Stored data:
━━━━━━━━━━━━━━━━━━━━

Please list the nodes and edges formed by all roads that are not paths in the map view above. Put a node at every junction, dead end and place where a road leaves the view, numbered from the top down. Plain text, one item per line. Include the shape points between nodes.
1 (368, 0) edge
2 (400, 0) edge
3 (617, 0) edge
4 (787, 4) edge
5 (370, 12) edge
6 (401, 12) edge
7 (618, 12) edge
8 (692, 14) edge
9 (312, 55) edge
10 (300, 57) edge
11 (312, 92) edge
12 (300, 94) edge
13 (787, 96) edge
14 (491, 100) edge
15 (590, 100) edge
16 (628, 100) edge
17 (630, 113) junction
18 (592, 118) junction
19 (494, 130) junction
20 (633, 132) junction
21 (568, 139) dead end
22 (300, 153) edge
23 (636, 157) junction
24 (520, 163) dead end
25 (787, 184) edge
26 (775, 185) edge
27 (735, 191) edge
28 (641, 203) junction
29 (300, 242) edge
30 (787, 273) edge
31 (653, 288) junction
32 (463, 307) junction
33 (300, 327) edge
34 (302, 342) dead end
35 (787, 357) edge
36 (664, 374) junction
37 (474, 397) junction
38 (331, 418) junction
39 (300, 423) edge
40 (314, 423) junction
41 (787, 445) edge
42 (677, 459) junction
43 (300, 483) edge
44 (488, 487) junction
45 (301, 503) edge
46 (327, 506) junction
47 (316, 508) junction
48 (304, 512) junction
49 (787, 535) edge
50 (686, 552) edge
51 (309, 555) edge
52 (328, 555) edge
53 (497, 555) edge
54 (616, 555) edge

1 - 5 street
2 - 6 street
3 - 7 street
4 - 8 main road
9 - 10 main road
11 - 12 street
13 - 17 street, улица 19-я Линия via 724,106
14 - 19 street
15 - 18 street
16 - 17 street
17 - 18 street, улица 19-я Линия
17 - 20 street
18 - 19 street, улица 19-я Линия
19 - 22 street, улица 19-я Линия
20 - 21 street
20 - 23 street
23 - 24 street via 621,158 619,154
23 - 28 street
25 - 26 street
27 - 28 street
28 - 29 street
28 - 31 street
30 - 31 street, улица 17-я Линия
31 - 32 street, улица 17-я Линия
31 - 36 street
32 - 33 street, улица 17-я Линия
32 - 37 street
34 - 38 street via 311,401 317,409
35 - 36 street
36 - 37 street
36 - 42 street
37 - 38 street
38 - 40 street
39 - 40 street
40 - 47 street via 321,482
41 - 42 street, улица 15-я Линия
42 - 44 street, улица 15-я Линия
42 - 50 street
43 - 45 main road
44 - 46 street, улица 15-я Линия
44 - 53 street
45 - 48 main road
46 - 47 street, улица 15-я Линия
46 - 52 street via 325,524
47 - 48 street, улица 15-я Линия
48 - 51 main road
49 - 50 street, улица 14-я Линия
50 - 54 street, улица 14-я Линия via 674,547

━━━━━━━━━━━━━━━━━━━━

Exercise: Each entry should be retyped exactly as given.

Result of this exercise:
Please list the nodes and edges formed by all roads that are not paths in the map view above. Put a node at every junction, dead end and place where a road leaves the view, numbered from the top down. Plain text, one item per line. Include the shape points between nodes.
1 (368, 0) edge
2 (400, 0) edge
3 (617, 0) edge
4 (787, 4) edge
5 (370, 12) edge
6 (401, 12) edge
7 (618, 12) edge
8 (692, 14) edge
9 (312, 55) edge
10 (300, 57) edge
11 (312, 92) edge
12 (300, 94) edge
13 (787, 96) edge
14 (491, 100) edge
15 (590, 100) edge
16 (628, 100) edge
17 (630, 113) junction
18 (592, 118) junction
19 (494, 130) junction
20 (633, 132) junction
21 (568, 139) dead end
22 (300, 153) edge
23 (636, 157) junction
24 (520, 163) dead end
25 (787, 184) edge
26 (775, 185) edge
27 (735, 191) edge
28 (641, 203) junction
29 (300, 242) edge
30 (787, 273) edge
31 (653, 288) junction
32 (463, 307) junction
33 (300, 327) edge
34 (302, 342) dead end
35 (787, 357) edge
36 (664, 374) junction
37 (474, 397) junction
38 (331, 418) junction
39 (300, 423) edge
40 (314, 423) junction
41 (787, 445) edge
42 (677, 459) junction
43 (300, 483) edge
44 (488, 487) junction
45 (301, 503) edge
46 (327, 506) junction
47 (316, 508) junction
48 (304, 512) junction
49 (787, 535) edge
50 (686, 552) edge
51 (309, 555) edge
52 (328, 555) edge
53 (497, 555) edge
54 (616, 555) edge

1 - 5 street
2 - 6 street
3 - 7 street
4 - 8 main road
9 - 10 main road
11 - 12 street
13 - 17 street, улица 19-я Линия via 724,106
14 - 19 street
15 - 18 street
16 - 17 street
17 - 18 street, улица 19-я Линия
17 - 20 street
18 - 19 street, улица 19-я Линия
19 - 22 street, улица 19-я Линия
20 - 21 street
20 - 23 street
23 - 24 street via 621,158 619,154
23 - 28 street
25 - 26 street
27 - 28 street
28 - 29 street
28 - 31 street
30 - 31 street, улица 17-я Линия
31 - 32 street, улица 17-я Линия
31 - 36 street
32 - 33 street, улица 17-я Линия
32 - 37 street
34 - 38 street via 311,401 317,409
35 - 36 street
36 - 37 street
36 - 42 street
37 - 38 street
38 - 40 street
39 - 40 street
40 - 47 street via 321,482
41 - 42 street, улица 15-я Линия
42 - 44 street, улица 15-я Линия
42 - 50 street
43 - 45 main road
44 - 46 street, улица 15-я Линия
44 - 53 street
45 - 48 main road
46 - 47 street, улица 15-я Линия
46 - 52 street via 325,524
47 - 48 street, улица 15-я Линия
48 - 51 main road
49 - 50 street, улица 14-я Линия
50 - 54 street, улица 14-я Линия via 674,547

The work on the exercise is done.